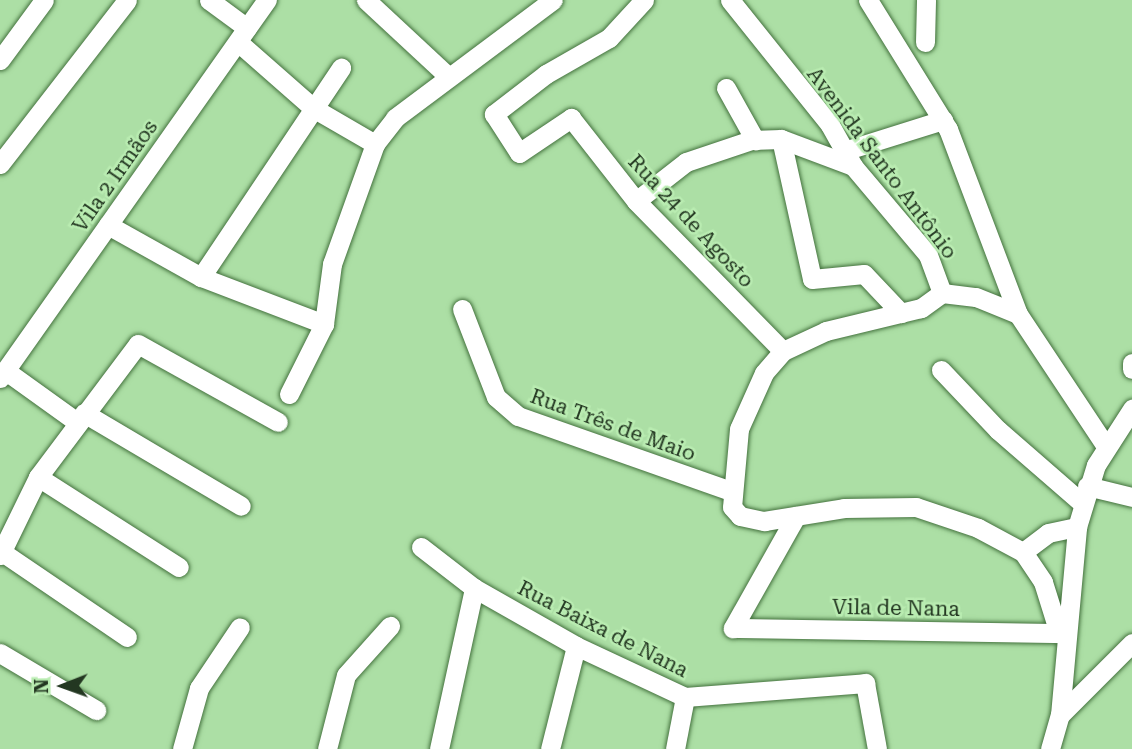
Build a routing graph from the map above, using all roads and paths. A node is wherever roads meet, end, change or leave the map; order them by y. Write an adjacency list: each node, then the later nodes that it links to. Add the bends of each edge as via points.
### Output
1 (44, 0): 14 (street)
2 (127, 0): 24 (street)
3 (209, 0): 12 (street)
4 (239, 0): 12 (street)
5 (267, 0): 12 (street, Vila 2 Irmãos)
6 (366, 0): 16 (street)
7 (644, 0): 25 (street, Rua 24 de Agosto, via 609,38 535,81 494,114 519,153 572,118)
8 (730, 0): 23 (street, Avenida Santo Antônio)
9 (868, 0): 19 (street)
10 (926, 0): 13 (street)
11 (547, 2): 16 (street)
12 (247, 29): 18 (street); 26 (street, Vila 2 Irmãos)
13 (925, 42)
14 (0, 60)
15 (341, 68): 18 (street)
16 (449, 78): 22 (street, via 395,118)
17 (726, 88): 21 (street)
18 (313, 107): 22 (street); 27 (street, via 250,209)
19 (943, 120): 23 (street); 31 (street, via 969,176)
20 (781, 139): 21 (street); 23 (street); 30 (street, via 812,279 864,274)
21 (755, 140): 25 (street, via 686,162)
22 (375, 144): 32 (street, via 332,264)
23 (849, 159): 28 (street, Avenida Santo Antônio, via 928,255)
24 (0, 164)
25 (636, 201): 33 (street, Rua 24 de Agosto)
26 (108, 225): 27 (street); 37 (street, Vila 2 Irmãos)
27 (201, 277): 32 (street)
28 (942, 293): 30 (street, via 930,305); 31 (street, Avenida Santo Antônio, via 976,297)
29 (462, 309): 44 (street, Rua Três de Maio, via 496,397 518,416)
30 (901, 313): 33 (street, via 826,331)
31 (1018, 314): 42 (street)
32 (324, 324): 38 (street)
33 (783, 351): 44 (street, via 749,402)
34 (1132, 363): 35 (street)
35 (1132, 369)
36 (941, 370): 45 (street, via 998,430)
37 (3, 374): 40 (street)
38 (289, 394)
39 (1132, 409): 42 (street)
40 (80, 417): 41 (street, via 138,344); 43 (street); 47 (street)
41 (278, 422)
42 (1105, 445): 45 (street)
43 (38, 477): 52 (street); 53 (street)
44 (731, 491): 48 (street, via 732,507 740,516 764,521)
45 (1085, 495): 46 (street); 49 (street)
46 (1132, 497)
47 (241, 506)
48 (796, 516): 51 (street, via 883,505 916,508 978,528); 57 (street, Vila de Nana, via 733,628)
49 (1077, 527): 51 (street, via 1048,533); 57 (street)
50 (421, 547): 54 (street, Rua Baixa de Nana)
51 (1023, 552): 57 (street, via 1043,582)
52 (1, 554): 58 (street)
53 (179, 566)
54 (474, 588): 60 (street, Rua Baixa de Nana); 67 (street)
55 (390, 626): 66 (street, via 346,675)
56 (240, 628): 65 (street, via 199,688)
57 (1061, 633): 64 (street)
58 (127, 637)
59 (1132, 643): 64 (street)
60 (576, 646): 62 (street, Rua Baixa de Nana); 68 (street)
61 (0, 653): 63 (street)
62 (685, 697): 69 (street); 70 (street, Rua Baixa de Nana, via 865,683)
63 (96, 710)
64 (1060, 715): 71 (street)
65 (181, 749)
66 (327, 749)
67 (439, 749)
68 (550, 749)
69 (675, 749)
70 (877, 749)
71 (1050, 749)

* **What the task asks**: Should a picture appear among the entries, skip it and copy the rest exactly.

* **Solution**:
Build a routing graph from the map above, using all roads and paths. A node is wherever roads meet, end, change or leave the map; order them by y. Write an adjacency list: each node, then the later nodes that it links to. Add the bends of each edge as via points.
### Output
1 (44, 0): 14 (street)
2 (127, 0): 24 (street)
3 (209, 0): 12 (street)
4 (239, 0): 12 (street)
5 (267, 0): 12 (street, Vila 2 Irmãos)
6 (366, 0): 16 (street)
7 (644, 0): 25 (street, Rua 24 de Agosto, via 609,38 535,81 494,114 519,153 572,118)
8 (730, 0): 23 (street, Avenida Santo Antônio)
9 (868, 0): 19 (street)
10 (926, 0): 13 (street)
11 (547, 2): 16 (street)
12 (247, 29): 18 (street); 26 (street, Vila 2 Irmãos)
13 (925, 42)
14 (0, 60)
15 (341, 68): 18 (street)
16 (449, 78): 22 (street, via 395,118)
17 (726, 88): 21 (street)
18 (313, 107): 22 (street); 27 (street, via 250,209)
19 (943, 120): 23 (street); 31 (street, via 969,176)
20 (781, 139): 21 (street); 23 (street); 30 (street, via 812,279 864,274)
21 (755, 140): 25 (street, via 686,162)
22 (375, 144): 32 (street, via 332,264)
23 (849, 159): 28 (street, Avenida Santo Antônio, via 928,255)
24 (0, 164)
25 (636, 201): 33 (street, Rua 24 de Agosto)
26 (108, 225): 27 (street); 37 (street, Vila 2 Irmãos)
27 (201, 277): 32 (street)
28 (942, 293): 30 (street, via 930,305); 31 (street, Avenida Santo Antônio, via 976,297)
29 (462, 309): 44 (street, Rua Três de Maio, via 496,397 518,416)
30 (901, 313): 33 (street, via 826,331)
31 (1018, 314): 42 (street)
32 (324, 324): 38 (street)
33 (783, 351): 44 (street, via 749,402)
34 (1132, 363): 35 (street)
35 (1132, 369)
36 (941, 370): 45 (street, via 998,430)
37 (3, 374): 40 (street)
38 (289, 394)
39 (1132, 409): 42 (street)
40 (80, 417): 41 (street, via 138,344); 43 (street); 47 (street)
41 (278, 422)
42 (1105, 445): 45 (street)
43 (38, 477): 52 (street); 53 (street)
44 (731, 491): 48 (street, via 732,507 740,516 764,521)
45 (1085, 495): 46 (street); 49 (street)
46 (1132, 497)
47 (241, 506)
48 (796, 516): 51 (street, via 883,505 916,508 978,528); 57 (street, Vila de Nana, via 733,628)
49 (1077, 527): 51 (street, via 1048,533); 57 (street)
50 (421, 547): 54 (street, Rua Baixa de Nana)
51 (1023, 552): 57 (street, via 1043,582)
52 (1, 554): 58 (street)
53 (179, 566)
54 (474, 588): 60 (street, Rua Baixa de Nana); 67 (street)
55 (390, 626): 66 (street, via 346,675)
56 (240, 628): 65 (street, via 199,688)
57 (1061, 633): 64 (street)
58 (127, 637)
59 (1132, 643): 64 (street)
60 (576, 646): 62 (street, Rua Baixa de Nana); 68 (street)
61 (0, 653): 63 (street)
62 (685, 697): 69 (street); 70 (street, Rua Baixa de Nana, via 865,683)
63 (96, 710)
64 (1060, 715): 71 (street)
65 (181, 749)
66 (327, 749)
67 (439, 749)
68 (550, 749)
69 (675, 749)
70 (877, 749)
71 (1050, 749)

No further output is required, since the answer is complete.